Ningún incidente digno de reseñar. Ya estoy en casa. Descargo las bolsas, coloco los comederos y bebederos, los areneros. Lo lleno todo de lo que corresponde. Decido descansar. Abro la botella de vino que me regalaron con el cartón de tabaco. Me sirvo un vaso y como no he desayunado decido sacar un trozo de pan con queso. Me he olvidado del tabaco. Entro en casa. Cuando salgo una gata desastrada me ha robado el pan y el queso y algo alejada está dando cuenta de ello. Decido llamarla Silvestrina, sin perjuicio de cambiarle el nombre a Silvestre, si resulta ser un gato. Me da pena y saco un plato con pienso y una taza con agua. Lo dejo cerca de la mesa del jardín a la que me voy a sentar, no se acerca, tiene miedo, lo alejo un poco más, sigue teniendo miedo, lo alejo mucho más y me siento. Bebo un trago de vino, enciendo un pitillo y disfruto del día veraniego. Hace calor, pero no demasiado, llevadero. Con el rabillo del ojo veo que la gata está comiendo pienso, sin renunciar a su pan y queso. ¿Desde cuándo el queso les gusta a los gatos, no era a los ratones? Cuando hay hambre uno se come hasta las uñas. Decido mirar el tiempo en el móvil, lo he dejado dentro, tengo que levantarme una vez más. Cuando salgo la gata está olisqueando el vino, no le debe gustar lo que huele porque no lo prueba con la lengua.
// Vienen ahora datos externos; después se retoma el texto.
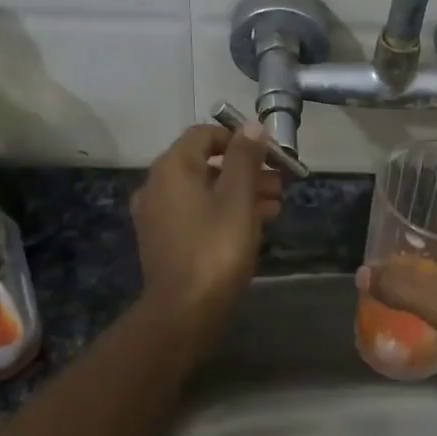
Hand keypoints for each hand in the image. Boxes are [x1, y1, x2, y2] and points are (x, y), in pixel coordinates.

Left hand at [131, 122, 282, 350]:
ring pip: (203, 190)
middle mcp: (157, 185)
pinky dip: (222, 211)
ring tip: (274, 206)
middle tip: (279, 183)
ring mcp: (157, 215)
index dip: (239, 139)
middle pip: (205, 163)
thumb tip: (251, 125)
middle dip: (244, 169)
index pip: (205, 134)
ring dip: (238, 192)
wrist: (184, 310)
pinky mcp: (163, 240)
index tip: (269, 155)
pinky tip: (252, 225)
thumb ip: (245, 158)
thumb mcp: (238, 198)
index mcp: (172, 167)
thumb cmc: (216, 247)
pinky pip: (196, 213)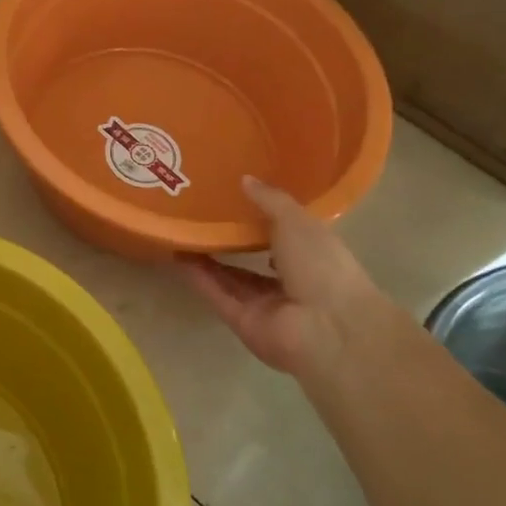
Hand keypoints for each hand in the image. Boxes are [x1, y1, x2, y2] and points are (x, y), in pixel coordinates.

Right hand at [181, 176, 379, 381]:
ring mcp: (265, 304)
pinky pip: (217, 295)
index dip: (260, 218)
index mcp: (311, 254)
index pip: (283, 235)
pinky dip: (199, 278)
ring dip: (207, 259)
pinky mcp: (242, 321)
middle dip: (229, 240)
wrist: (327, 327)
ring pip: (230, 278)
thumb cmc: (321, 265)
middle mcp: (289, 280)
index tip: (234, 197)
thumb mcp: (297, 221)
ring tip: (182, 233)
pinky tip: (178, 257)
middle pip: (252, 259)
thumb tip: (244, 178)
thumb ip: (270, 200)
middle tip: (198, 215)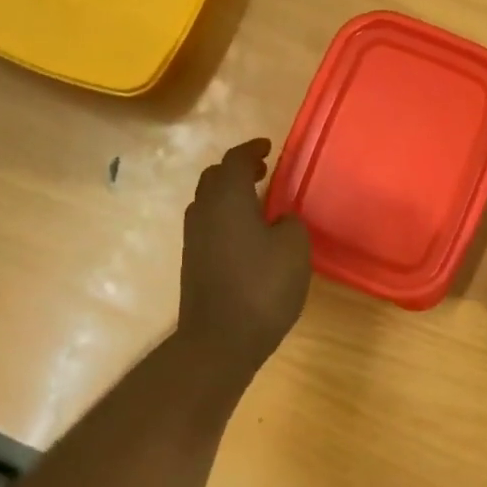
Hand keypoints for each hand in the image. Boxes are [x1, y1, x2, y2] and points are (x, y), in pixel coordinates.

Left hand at [179, 139, 312, 369]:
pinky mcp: (192, 260)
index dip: (252, 149)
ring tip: (257, 201)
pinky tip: (246, 233)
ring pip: (208, 201)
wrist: (219, 339)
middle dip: (238, 169)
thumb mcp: (294, 248)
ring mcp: (193, 237)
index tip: (269, 147)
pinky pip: (208, 223)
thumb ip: (290, 222)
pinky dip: (226, 216)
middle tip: (263, 171)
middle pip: (215, 177)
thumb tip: (280, 219)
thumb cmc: (262, 287)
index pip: (236, 160)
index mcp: (228, 198)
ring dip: (230, 193)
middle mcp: (204, 210)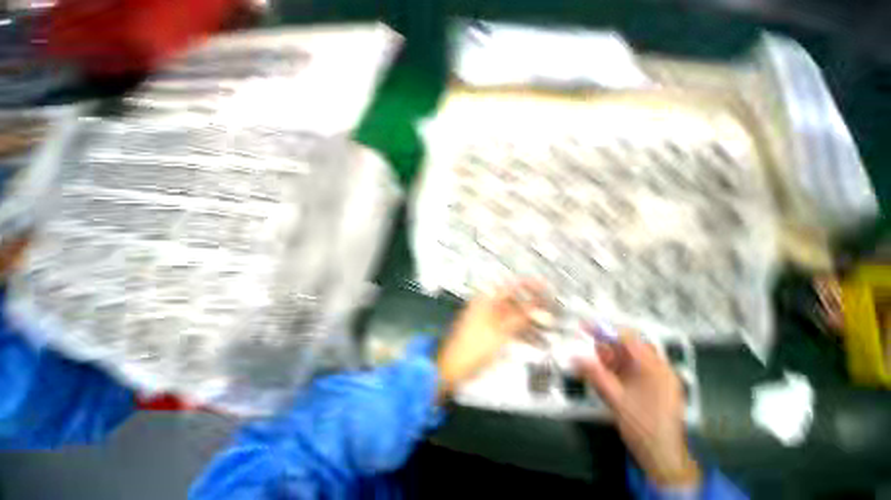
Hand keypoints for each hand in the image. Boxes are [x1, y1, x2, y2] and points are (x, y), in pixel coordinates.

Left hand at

En cuanto me ve salir regresa a su comedero. Miro el tiempo. ¡No pue ser! Dan una ola de calor para dentro de unos días. ¿Desde cuándo lo saben? No me habían dicho nada, con máximas de más de cuarenta, aquí un poco menos. Mierda, pues la casa no tiene aire acondicionado. Estamos en montaña, no alta, pero sí mediana, por aquí hace más bien frío, por eso lo elegí, odio el calor. Debería bajar para comprar un aparato móvil de aire acondicionado. Pues no, no voy a bajar, estoy harto de moverme de acá para allá. Yo aquí he venido a descansar, a pasar unas vacaciones, no a trabajar como un idiota. Pienso en lo que me espera mañana, arreglar el jardín me llevará unos días, espero terminar antes de que llegue la ola de calor. Con un poco de suerte no moriré en el intento.